One of the big challenges we encounter is to figure out what our responsibility is.
We can give ourselves more responsibility than we have, simply because of the importance we give to a situation or person. We can also give others more responsibility than they have. We do this when we aren’t sure if we dare to take up responsibility or if there is a possibility to let others take it up.
One of the reasons for this challenge is the confusion we make between cause and effect. By taking up responsibility for an effect, that is a result, we have forgotten that we are not the ones who are triggering the result.
As trainers, for example, we’ll be preparing the material and will be explaining it to participants. We’ll do our best to contribute to their learning. And yes, with the ambition that participants enjoy the training and engage in the learning, we’ll do our best to make it happen. But we’ll never be able to reach our ambition without the participant’s contribution. Only engaged participants can learn. It is those willing to do the work to integrate the materials who will show us the best way to train participants.

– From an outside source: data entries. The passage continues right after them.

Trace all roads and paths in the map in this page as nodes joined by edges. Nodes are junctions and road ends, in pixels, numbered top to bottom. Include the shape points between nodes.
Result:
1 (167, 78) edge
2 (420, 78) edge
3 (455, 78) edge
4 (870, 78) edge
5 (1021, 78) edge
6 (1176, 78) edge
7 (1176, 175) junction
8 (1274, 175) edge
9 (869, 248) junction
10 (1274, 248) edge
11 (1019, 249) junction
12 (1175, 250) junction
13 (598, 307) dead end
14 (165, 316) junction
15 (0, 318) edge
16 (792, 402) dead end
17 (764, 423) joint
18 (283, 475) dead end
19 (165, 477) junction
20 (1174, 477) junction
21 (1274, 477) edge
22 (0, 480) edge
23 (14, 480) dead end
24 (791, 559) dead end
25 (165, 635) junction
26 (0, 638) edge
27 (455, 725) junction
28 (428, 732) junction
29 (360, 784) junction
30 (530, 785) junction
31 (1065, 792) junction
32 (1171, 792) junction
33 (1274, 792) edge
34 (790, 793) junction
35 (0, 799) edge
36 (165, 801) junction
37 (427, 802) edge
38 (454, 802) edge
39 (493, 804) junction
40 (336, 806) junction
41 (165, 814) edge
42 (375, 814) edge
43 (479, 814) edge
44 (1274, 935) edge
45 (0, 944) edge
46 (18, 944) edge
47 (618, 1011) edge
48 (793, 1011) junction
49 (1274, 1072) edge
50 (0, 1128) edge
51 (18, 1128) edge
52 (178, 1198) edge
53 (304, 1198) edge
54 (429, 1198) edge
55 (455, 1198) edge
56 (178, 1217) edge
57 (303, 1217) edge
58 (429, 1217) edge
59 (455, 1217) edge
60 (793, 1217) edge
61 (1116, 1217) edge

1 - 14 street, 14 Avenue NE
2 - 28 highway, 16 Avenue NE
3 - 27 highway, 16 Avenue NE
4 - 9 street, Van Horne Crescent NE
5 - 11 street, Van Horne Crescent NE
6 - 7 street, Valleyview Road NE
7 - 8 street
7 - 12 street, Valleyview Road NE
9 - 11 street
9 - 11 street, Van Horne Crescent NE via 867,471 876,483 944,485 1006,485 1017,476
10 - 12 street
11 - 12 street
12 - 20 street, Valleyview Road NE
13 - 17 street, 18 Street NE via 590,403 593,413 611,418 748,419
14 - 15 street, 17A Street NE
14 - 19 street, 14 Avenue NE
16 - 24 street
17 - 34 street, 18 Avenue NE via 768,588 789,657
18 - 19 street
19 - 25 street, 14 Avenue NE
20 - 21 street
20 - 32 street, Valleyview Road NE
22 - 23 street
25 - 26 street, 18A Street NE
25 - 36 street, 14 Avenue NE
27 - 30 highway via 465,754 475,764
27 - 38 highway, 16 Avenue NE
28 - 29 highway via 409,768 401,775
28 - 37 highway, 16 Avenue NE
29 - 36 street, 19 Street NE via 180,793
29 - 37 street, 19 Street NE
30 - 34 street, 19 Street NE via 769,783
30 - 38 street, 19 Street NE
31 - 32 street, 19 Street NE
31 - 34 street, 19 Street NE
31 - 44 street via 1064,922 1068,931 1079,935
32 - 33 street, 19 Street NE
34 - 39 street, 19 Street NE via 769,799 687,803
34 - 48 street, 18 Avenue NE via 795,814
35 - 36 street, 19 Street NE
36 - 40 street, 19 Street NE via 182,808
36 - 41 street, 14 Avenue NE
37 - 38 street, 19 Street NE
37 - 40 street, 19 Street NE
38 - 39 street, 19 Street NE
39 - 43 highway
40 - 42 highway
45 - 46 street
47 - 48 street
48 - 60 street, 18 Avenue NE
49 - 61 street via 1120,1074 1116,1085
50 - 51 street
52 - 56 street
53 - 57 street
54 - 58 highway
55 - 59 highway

To see how responsibilities are distributed we need to analyze the actions someone can entertain.
Police, for example, can only enforce the law. It is their responsibility. When safety is reinforced it is as a consequence of their work. The reason police exists is that some civilians decide to transgress their responsibilities. To live in a safe environment it would be sufficient if all civilians would take up this responsibility. It’s when this isn’t the case, that police can add to it.
Our wish for safety and the trust we have, or not, in other people, may have lead us to believe that beyond their responsibility to enforce the law and protect us, the police is also responsible for our safety.
Well, when we are driving faster than allowed, they protect us from continuing to do it by giving us a ticket for speeding. That’s because we are driving faster than what the law believes to be safe for us and others.